Ele negou que sabia da existência de irregularidades. “Em um programa como esse da UAB, que vem sendo executado há mais de oito anos, sendo considerado excelência em ensino pela Capes, não haveria como a administração central obstruir qualquer investigação. Na atual gestão, procuramos sempre manter um clima de diálogo, de harmonia, reduzir as tensões, de desarmar os espíritos, de defesa da legalidade”, afirmou.

Velório

O corpo de Cancellier foi velado na segunda-feira, na UFSC. Segundo nota da universidade, o caixão foi recebido com uma salva de palmas de estudantes, técnicos-administrativos, docentes, amigos, familiares e autoridades, que formaram um corredor até a entrada principal do prédio da reitoria. “Impedido de entrar na universidade em decorrência da Operação Ouvidos Moucos, da Polícia Federal, a escolha por realizar o velório na instituição foi simbólica”, disse a universidade.

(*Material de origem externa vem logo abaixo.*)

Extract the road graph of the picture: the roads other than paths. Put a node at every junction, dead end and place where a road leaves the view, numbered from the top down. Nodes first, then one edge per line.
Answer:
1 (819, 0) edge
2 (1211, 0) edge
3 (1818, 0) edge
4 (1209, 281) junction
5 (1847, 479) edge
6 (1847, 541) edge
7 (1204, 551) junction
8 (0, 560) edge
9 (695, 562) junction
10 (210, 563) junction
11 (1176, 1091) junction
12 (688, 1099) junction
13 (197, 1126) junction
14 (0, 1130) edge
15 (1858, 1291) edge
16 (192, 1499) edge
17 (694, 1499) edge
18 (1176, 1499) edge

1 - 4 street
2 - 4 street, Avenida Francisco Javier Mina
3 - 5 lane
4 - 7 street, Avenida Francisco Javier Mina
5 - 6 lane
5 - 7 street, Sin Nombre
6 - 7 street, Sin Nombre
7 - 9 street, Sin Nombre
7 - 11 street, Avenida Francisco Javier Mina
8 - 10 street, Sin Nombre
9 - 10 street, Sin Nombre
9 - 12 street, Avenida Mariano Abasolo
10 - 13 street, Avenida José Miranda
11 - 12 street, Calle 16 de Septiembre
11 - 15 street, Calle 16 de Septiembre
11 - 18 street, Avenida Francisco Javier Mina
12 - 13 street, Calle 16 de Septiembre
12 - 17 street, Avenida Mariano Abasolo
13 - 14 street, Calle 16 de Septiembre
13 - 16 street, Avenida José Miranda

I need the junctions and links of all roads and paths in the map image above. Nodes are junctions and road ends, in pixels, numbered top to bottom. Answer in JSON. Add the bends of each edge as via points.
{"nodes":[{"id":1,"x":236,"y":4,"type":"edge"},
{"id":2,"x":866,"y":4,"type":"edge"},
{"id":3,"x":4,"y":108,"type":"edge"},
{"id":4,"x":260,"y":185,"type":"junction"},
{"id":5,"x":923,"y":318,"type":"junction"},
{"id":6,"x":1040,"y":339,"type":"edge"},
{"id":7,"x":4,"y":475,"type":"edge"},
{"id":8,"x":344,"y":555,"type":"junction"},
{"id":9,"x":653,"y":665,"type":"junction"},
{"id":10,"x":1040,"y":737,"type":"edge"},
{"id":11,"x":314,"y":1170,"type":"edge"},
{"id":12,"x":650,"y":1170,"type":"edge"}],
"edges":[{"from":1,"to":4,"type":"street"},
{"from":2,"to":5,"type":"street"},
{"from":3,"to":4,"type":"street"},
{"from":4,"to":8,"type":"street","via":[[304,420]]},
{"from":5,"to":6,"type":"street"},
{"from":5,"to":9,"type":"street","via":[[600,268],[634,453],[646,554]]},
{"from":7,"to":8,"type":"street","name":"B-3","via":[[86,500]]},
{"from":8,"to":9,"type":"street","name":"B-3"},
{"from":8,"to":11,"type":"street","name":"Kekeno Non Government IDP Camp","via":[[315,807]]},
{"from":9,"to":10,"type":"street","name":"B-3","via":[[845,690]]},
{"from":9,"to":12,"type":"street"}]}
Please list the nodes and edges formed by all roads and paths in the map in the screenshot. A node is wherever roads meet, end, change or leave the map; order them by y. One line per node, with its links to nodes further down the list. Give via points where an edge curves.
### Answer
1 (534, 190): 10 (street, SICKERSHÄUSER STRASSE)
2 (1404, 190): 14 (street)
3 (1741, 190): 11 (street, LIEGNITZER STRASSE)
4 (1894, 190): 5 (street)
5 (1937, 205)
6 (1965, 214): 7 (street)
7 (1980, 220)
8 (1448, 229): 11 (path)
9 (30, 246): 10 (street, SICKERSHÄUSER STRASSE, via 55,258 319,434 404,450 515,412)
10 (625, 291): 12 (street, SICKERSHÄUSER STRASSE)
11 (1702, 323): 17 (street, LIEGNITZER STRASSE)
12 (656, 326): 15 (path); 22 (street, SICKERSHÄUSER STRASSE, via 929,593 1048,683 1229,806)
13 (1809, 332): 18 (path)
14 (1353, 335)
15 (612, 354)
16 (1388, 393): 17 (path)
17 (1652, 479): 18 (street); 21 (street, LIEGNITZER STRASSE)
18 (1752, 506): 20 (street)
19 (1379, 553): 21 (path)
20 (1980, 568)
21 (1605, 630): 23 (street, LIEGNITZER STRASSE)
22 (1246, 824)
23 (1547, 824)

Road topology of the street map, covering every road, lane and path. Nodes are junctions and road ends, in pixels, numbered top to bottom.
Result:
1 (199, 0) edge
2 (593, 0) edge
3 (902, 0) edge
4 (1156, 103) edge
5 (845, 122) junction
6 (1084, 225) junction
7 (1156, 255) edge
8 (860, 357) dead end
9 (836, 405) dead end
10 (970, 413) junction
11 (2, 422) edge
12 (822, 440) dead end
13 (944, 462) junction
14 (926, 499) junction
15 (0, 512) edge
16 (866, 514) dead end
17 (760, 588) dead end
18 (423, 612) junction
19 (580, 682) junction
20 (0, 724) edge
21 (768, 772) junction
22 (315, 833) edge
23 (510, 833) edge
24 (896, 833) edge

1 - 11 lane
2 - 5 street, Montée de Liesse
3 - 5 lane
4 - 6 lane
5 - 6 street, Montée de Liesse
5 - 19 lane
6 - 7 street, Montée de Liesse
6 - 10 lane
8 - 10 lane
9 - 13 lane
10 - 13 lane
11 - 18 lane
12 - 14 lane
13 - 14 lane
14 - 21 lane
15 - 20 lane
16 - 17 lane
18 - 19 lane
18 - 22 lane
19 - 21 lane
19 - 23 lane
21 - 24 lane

“O caixão chega pela porta da frente, que é o lugar por onde ele entrou nessa instituição como reitor. É justo que, nesse ato de despedida e homenagem, ele retorne pela porta da frente”, disse Áureo Moraes, chefe de gabinete, ao discursar no velório.

Políticos vão no embalo

A morte de Cancellier também repercutiu entre políticos investigados na Operação Lava Jato. O ex-presidente Lula, condenado a nove anos e seis meses de cadeia pelo juiz federal Sergio Moro, afirmou que o reitor foi exposto “sem nenhum motivo justificável, apenas para a sanha das manchetes sensacionalistas e a sede da destruição de reputações”. “Cancellier deveria ter retornado em vida para exercer suas atividades na universidade da qual era reitor e da qual foi afastado em medida que desrespeitou a autonomia universitária e que não deveria ter lugar no estado democrático”, disse Lula.

Outros petistas tiveram discurso semelhante. Os deputados federais Maria do Rosário (RS) e Paulo Teixeira (SP) repercutiram a manifestação do procurador-geral Martins Neto, enquanto o deputado Wadih Damous (RJ) divulgou vídeo em que defende a revisão do instituto da delação premiada.

Defesa

A reportagem tentou ouvir a juíza federal que autorizou a prisão sobre as críticas, mas a assessoria da Justiça Federal de Santa Catarina disse que ela não iria se pronunciar. A PF também foi procurada, mas não respondeu.